------ Data to examine

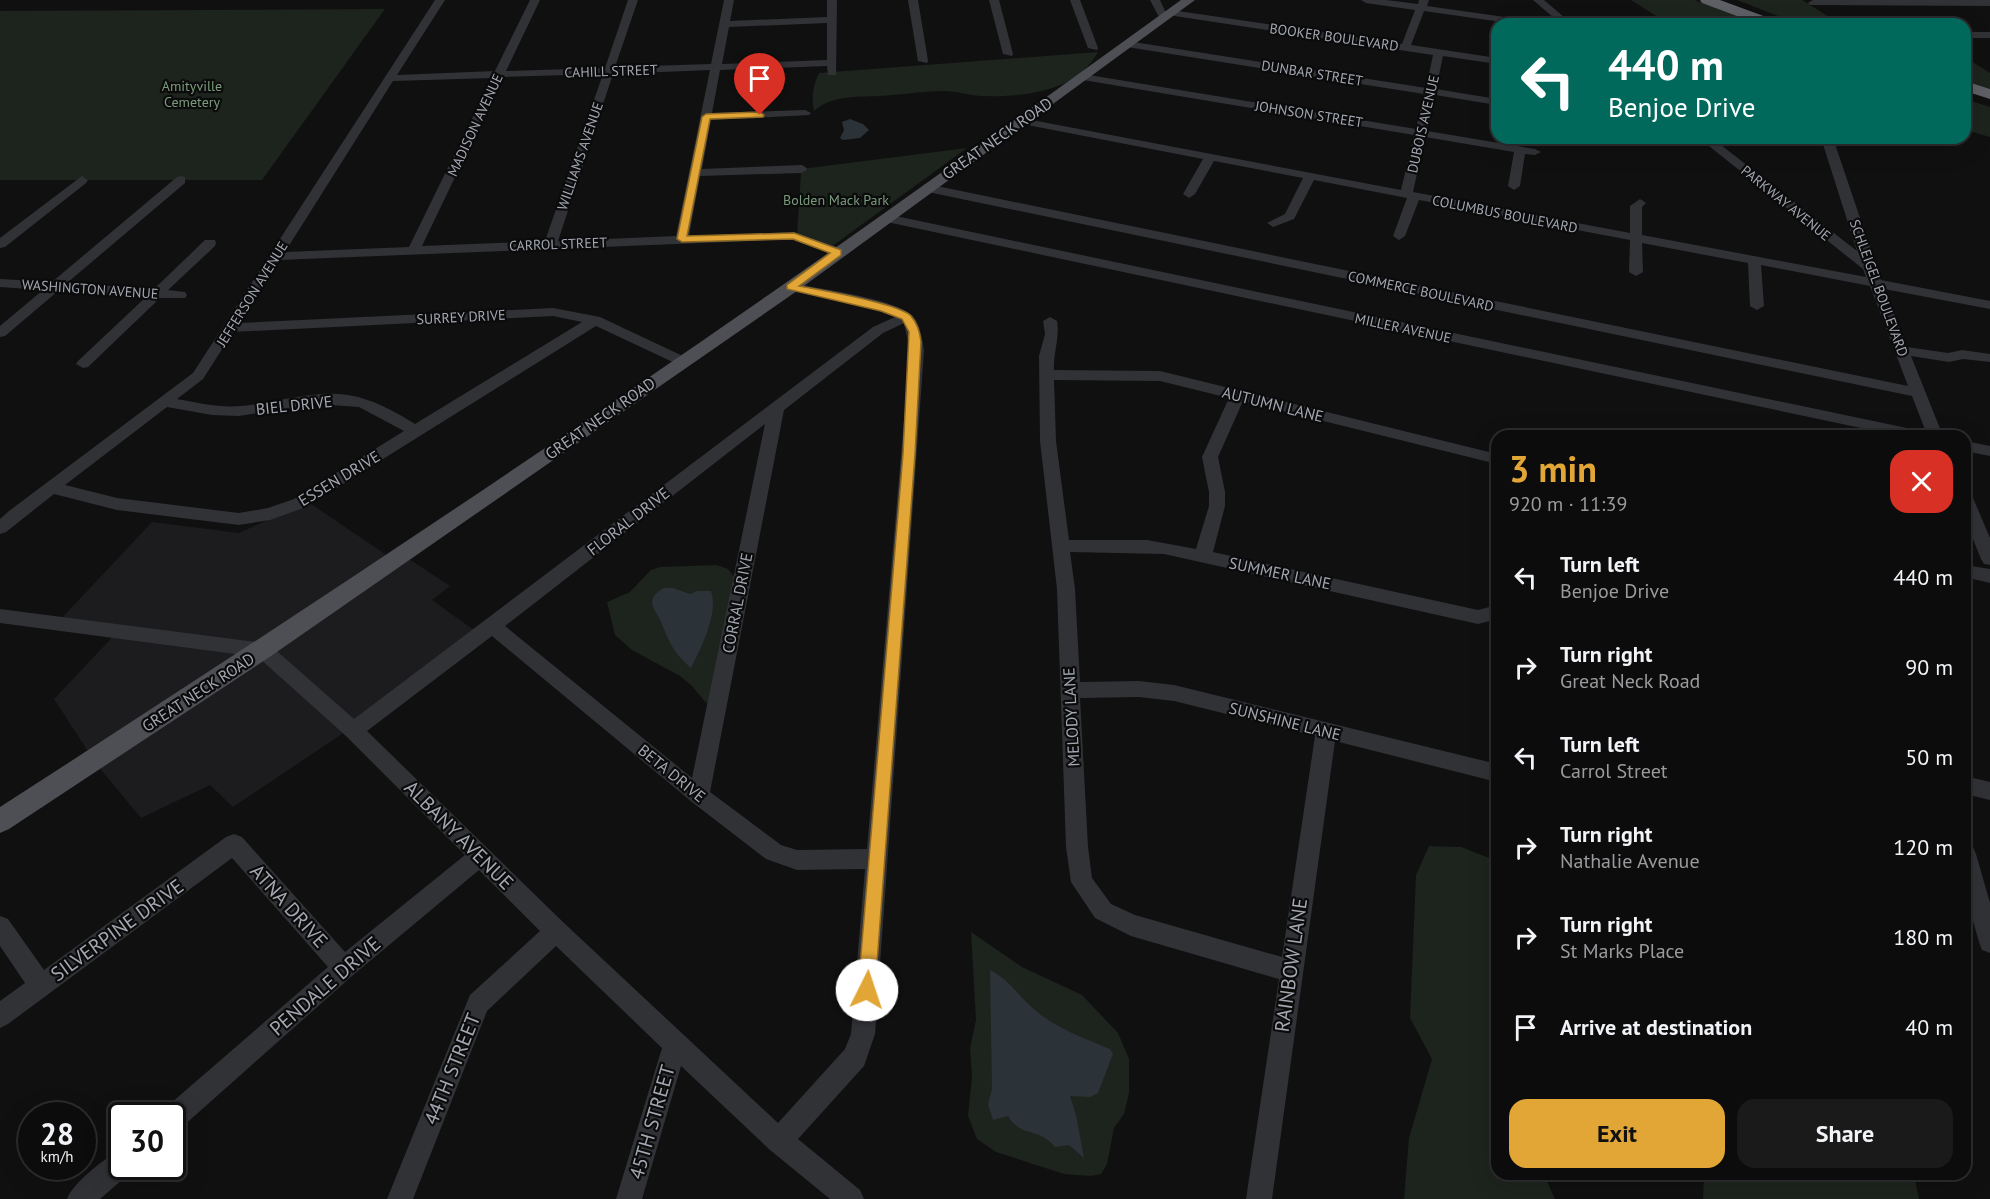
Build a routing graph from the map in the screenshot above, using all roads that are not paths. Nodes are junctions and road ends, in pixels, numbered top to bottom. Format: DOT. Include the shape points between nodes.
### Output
graph roads {
  1 [pos="440,0"];
  2 [pos="535,0"];
  3 [pos="633,0"];
  4 [pos="729,0"];
  5 [pos="832,0"];
  6 [pos="913,0"];
  7 [pos="994,0"];
  8 [pos="1075,0"];
  9 [pos="1155,0"];
  10 [pos="1189,0"];
  11 [pos="1366,0"];
  12 [pos="1538,0"];
  13 [pos="1707,0"];
  14 [pos="1723,0"];
  15 [pos="1811,1"];
  16 [pos="1987,3"];
  17 [pos="1423,4"];
  18 [pos="1829,13"];
  19 [pos="1168,15"];
  20 [pos="1503,18"];
  21 [pos="1560,18"];
  22 [pos="1756,18"];
  23 [pos="1770,18"];
  24 [pos="832,20"];
  25 [pos="724,24"];
  26 [pos="1971,35"];
  27 [pos="1990,35"];
  28 [pos="1127,44"];
  29 [pos="1093,48"];
  30 [pos="1405,48"];
  31 [pos="1439,53"];
  32 [pos="1008,54"];
  33 [pos="1491,60"];
  34 [pos="923,61"];
  35 [pos="715,67"];
  36 [pos="609,71"];
  37 [pos="500,74"];
  38 [pos="1083,77"];
  39 [pos="389,78"];
  40 [pos="1971,88"];
  41 [pos="1430,92"];
  42 [pos="1971,94"];
  43 [pos="1990,94"];
  44 [pos="1990,100"];
  45 [pos="1491,101"];
  46 [pos="805,113"];
  47 [pos="706,117"];
  48 [pos="1021,121"];
  49 [pos="1420,133"];
  50 [pos="1713,144"];
  51 [pos="1829,144"];
  52 [pos="1520,150"];
  53 [pos="1535,152"];
  54 [pos="1210,157"];
  55 [pos="802,169"];
  56 [pos="695,173"];
  57 [pos="1310,177"];
  58 [pos="82,180"];
  59 [pos="181,180"];
  60 [pos="1514,186"];
  61 [pos="927,188"];
  62 [pos="1189,194"];
  63 [pos="1410,196"];
  64 [pos="1640,203"];
  65 [pos="886,218"];
  66 [pos="1273,222"];
  67 [pos="1399,236"];
  68 [pos="682,239"];
  69 [pos="1636,239"];
  70 [pos="210,243"];
  71 [pos="0,244"];
  72 [pos="550,244"];
  73 [pos="414,250"];
  74 [pos="837,252"];
  75 [pos="276,256"];
  76 [pos="1754,261"];
  77 [pos="1869,267"];
  78 [pos="1636,272"];
  79 [pos="0,284"];
  80 [pos="1877,284"];
  81 [pos="54,287"];
  82 [pos="791,287"];
  83 [pos="158,293"];
  84 [pos="180,295"];
  85 [pos="1990,305"];
  86 [pos="1757,306"];
  87 [pos="906,317"];
  88 [pos="595,320"];
  89 [pos="1050,321"];
  90 [pos="231,328"];
  91 [pos="0,333"];
  92 [pos="1901,353"];
  93 [pos="1990,358"];
  94 [pos="682,361"];
  95 [pos="83,364"];
  96 [pos="1046,375"];
  97 [pos="1916,392"];
  98 [pos="1238,395"];
  99 [pos="166,402"];
  100 [pos="776,410"];
  101 [pos="1893,430"];
  102 [pos="1932,430"];
  103 [pos="415,431"];
  104 [pos="1971,447"];
  105 [pos="1990,451"];
  106 [pos="1491,458"];
  107 [pos="52,488"];
  108 [pos="1971,513"];
  109 [pos="0,528"];
  110 [pos="1060,546"];
  111 [pos="1203,556"];
  112 [pos="1990,559"];
  113 [pos="1971,571"];
  114 [pos="1990,576"];
  115 [pos="1491,614"];
  116 [pos="0,616"];
  117 [pos="492,626"];
  118 [pos="263,650"];
  119 [pos="1070,690"];
  120 [pos="353,729"];
  121 [pos="1326,731"];
  122 [pos="1491,772"];
  123 [pos="1971,786"];
  124 [pos="1990,790"];
  125 [pos="699,796"];
  126 [pos="0,821"];
  127 [pos="234,844"];
  128 [pos="480,856"];
  129 [pos="876,859"];
  130 [pos="1971,875"];
  131 [pos="0,927"];
  132 [pos="556,931"];
  133 [pos="1990,942"];
  134 [pos="344,968"];
  135 [pos="1290,971"];
  136 [pos="41,986"];
  137 [pos="0,1016"];
  138 [pos="675,1044"];
  139 [pos="186,1107"];
  140 [pos="779,1142"];
  141 [pos="108,1175"];
  142 [pos="80,1199"];
  143 [pos="400,1199"];
  144 [pos="629,1199"];
  145 [pos="851,1199"];
  146 [pos="1259,1199"];
  1 -- 39 [label="street, JEFFERSON AVENUE"];
  2 -- 37 [label="street, MADISON AVENUE"];
  3 -- 36 [label="street, WILLIAMS AVENUE"];
  4 -- 25 [label="street"];
  5 -- 24 [label="street"];
  6 -- 34 [label="street"];
  7 -- 32 [label="street"];
  8 -- 29 [label="street"];
  9 -- 19 [label="street"];
  10 -- 19 [label="main road, GREAT NECK ROAD"];
  11 -- 17 [label="street"];
  12 -- 21 [label="street"];
  13 -- 22 [label="highway"];
  14 -- 23 [label="highway"];
  15 -- 16 [label="street"];
  15 -- 18 [label="street"];
  17 -- 20 [label="street"];
  17 -- 30 [label="street"];
  19 -- 28 [label="main road, GREAT NECK ROAD"];
  19 -- 30 [label="street, BOOKER BOULEVARD"];
  24 -- 25 [label="street"];
  24 -- 35 [label="street, CAHILL STREET" via="832,68"];
  25 -- 35 [label="street"];
  26 -- 27 [label="street"];
  28 -- 38 [label="main road, GREAT NECK ROAD"];
  28 -- 41 [label="street, DUNBAR STREET"];
  30 -- 31 [label="street, BOOKER BOULEVARD"];
  31 -- 33 [label="street, BOOKER BOULEVARD"];
  31 -- 41 [label="street, DUBOIS AVENUE"];
  35 -- 36 [label="street, CAHILL STREET"];
  35 -- 47 [label="street"];
  36 -- 37 [label="street, CAHILL STREET"];
  36 -- 72 [label="street, WILLIAMS AVENUE"];
  37 -- 39 [label="street, CAHILL STREET"];
  37 -- 73 [label="street, MADISON AVENUE"];
  38 -- 48 [label="main road, GREAT NECK ROAD"];
  38 -- 49 [label="street, JOHNSON STREET"];
  39 -- 75 [label="street, JEFFERSON AVENUE"];
  40 -- 43 [label="highway"];
  41 -- 45 [label="street, DUNBAR STREET"];
  41 -- 49 [label="street, DUBOIS AVENUE"];
  42 -- 44 [label="highway"];
  46 -- 47 [label="street"];
  47 -- 56 [label="street"];
  48 -- 54 [label="street, COLUMBUS BOULEVARD"];
  48 -- 61 [label="main road, GREAT NECK ROAD"];
  49 -- 52 [label="street, JOHNSON STREET"];
  49 -- 63 [label="street, DUBOIS AVENUE"];
  50 -- 77 [label="street, PARKWAY AVENUE"];
  51 -- 77 [label="street, SCHLEIGEL BOULEVARD"];
  52 -- 53 [label="street, JOHNSON STREET"];
  52 -- 60 [label="street"];
  54 -- 57 [label="street, COLUMBUS BOULEVARD"];
  54 -- 62 [label="street"];
  55 -- 56 [label="street"];
  56 -- 68 [label="street"];
  57 -- 63 [label="street, COLUMBUS BOULEVARD"];
  57 -- 66 [label="street" via="1290,216"];
  58 -- 71 [label="street"];
  59 -- 81 [label="street"];
  61 -- 65 [label="main road, GREAT NECK ROAD"];
  61 -- 97 [label="street, COMMERCE BOULEVARD"];
  63 -- 67 [label="street, DUBOIS AVENUE"];
  63 -- 69 [label="street, COLUMBUS BOULEVARD"];
  64 -- 69 [label="street" via="1636,206"];
  65 -- 74 [label="main road, GREAT NECK ROAD"];
  65 -- 101 [label="street, MILLER AVENUE"];
  68 -- 72 [label="street, CARROL STREET"];
  68 -- 74 [label="street, CARROL STREET" via="794,236"];
  69 -- 76 [label="street, COLUMBUS BOULEVARD"];
  69 -- 78 [label="street"];
  70 -- 83 [label="street"];
  72 -- 73 [label="street, CARROL STREET"];
  73 -- 75 [label="street, CARROL STREET"];
  74 -- 82 [label="main road, GREAT NECK ROAD"];
  75 -- 90 [label="street, JEFFERSON AVENUE"];
  76 -- 80 [label="street, COLUMBUS BOULEVARD"];
  76 -- 86 [label="street"];
  77 -- 80 [label="street, SCHLEIGEL BOULEVARD"];
  79 -- 81 [label="street, WASHINGTON AVENUE"];
  80 -- 85 [label="street, COLUMBUS BOULEVARD"];
  80 -- 92 [label="street, SCHLEIGEL BOULEVARD"];
  81 -- 83 [label="street, WASHINGTON AVENUE"];
  81 -- 91 [label="street"];
  82 -- 87 [label="street" via="884,308"];
  82 -- 94 [label="main road, GREAT NECK ROAD"];
  83 -- 84 [label="street, WASHINGTON AVENUE"];
  83 -- 95 [label="street"];
  87 -- 100 [label="street, FLORAL DRIVE" via="878,330"];
  87 -- 129 [label="street" via="917,351"];
  88 -- 90 [label="street, SURREY DRIVE" via="553,312"];
  88 -- 94 [label="street, SURREY DRIVE"];
  88 -- 103 [label="street, ESSEN DRIVE"];
  89 -- 96 [label="street, MELODY LANE"];
  90 -- 99 [label="street, JEFFERSON AVENUE" via="198,376"];
  92 -- 93 [label="street" via="1952,364 1949,357 1962,354"];
  92 -- 97 [label="street, SCHLEIGEL BOULEVARD"];
  94 -- 118 [label="main road, GREAT NECK ROAD"];
  96 -- 98 [label="street, AUTUMN LANE" via="1160,376"];
  96 -- 110 [label="street, MELODY LANE" via="1048,441"];
  97 -- 102 [label="street, SCHLEIGEL BOULEVARD"];
  98 -- 106 [label="street, AUTUMN LANE"];
  98 -- 111 [label="street" via="1210,457 1217,506"];
  99 -- 103 [label="street, BIEL DRIVE" via="238,411 327,399 361,402"];
  99 -- 107 [label="street, JEFFERSON AVENUE"];
  100 -- 117 [label="street, FLORAL DRIVE"];
  100 -- 125 [label="street, CORRAL DRIVE"];
  103 -- 107 [label="street, ESSEN DRIVE" via="300,503 270,514 239,519 117,504"];
  104 -- 105 [label="street"];
  107 -- 109 [label="street, JEFFERSON AVENUE"];
  108 -- 112 [label="street"];
  110 -- 111 [label="street, SUMMER LANE" via="1147,546"];
  110 -- 119 [label="street, MELODY LANE" via="1066,589"];
  111 -- 115 [label="street, SUMMER LANE" via="1478,617"];
  113 -- 114 [label="street"];
  116 -- 118 [label="street"];
  117 -- 120 [label="street, FLORAL DRIVE"];
  117 -- 125 [label="street, BETA DRIVE"];
  118 -- 120 [label="street, ALBANY AVENUE"];
  118 -- 126 [label="main road, GREAT NECK ROAD"];
  119 -- 121 [label="street, SUNSHINE LANE" via="1174,693"];
  119 -- 135 [label="street, MELODY LANE" via="1080,870 1082,882 1103,911 1131,925"];
  120 -- 128 [label="street, ALBANY AVENUE"];
  121 -- 122 [label="street, SUNSHINE LANE"];
  121 -- 135 [label="street, RAINBOW LANE"];
  123 -- 124 [label="street"];
  125 -- 129 [label="street, BETA DRIVE" via="774,852 797,860"];
  127 -- 134 [label="street, ATNA DRIVE"];
  127 -- 136 [label="street, SILVERPINE DRIVE"];
  128 -- 132 [label="street, ALBANY AVENUE"];
  128 -- 134 [label="street, PENDALE DRIVE"];
  129 -- 140 [label="street" via="863,1034 855,1057"];
  130 -- 133 [label="street"];
  131 -- 136 [label="street"];
  132 -- 138 [label="street, ALBANY AVENUE"];
  132 -- 143 [label="street, 44TH STREET" via="478,1003"];
  134 -- 139 [label="street, PENDALE DRIVE"];
  135 -- 146 [label="street, RAINBOW LANE"];
  136 -- 137 [label="street, SILVERPINE DRIVE"];
  138 -- 140 [label="street, ALBANY AVENUE"];
  138 -- 144 [label="street, 45TH STREET"];
  140 -- 145 [label="street, ALBANY AVENUE"];
  141 -- 142 [label="street"];
}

------------

## Work required:
In how many lines of the data does the string "CAHILL" occur? Answer with the number and nothing else.

## Reply to the task:
4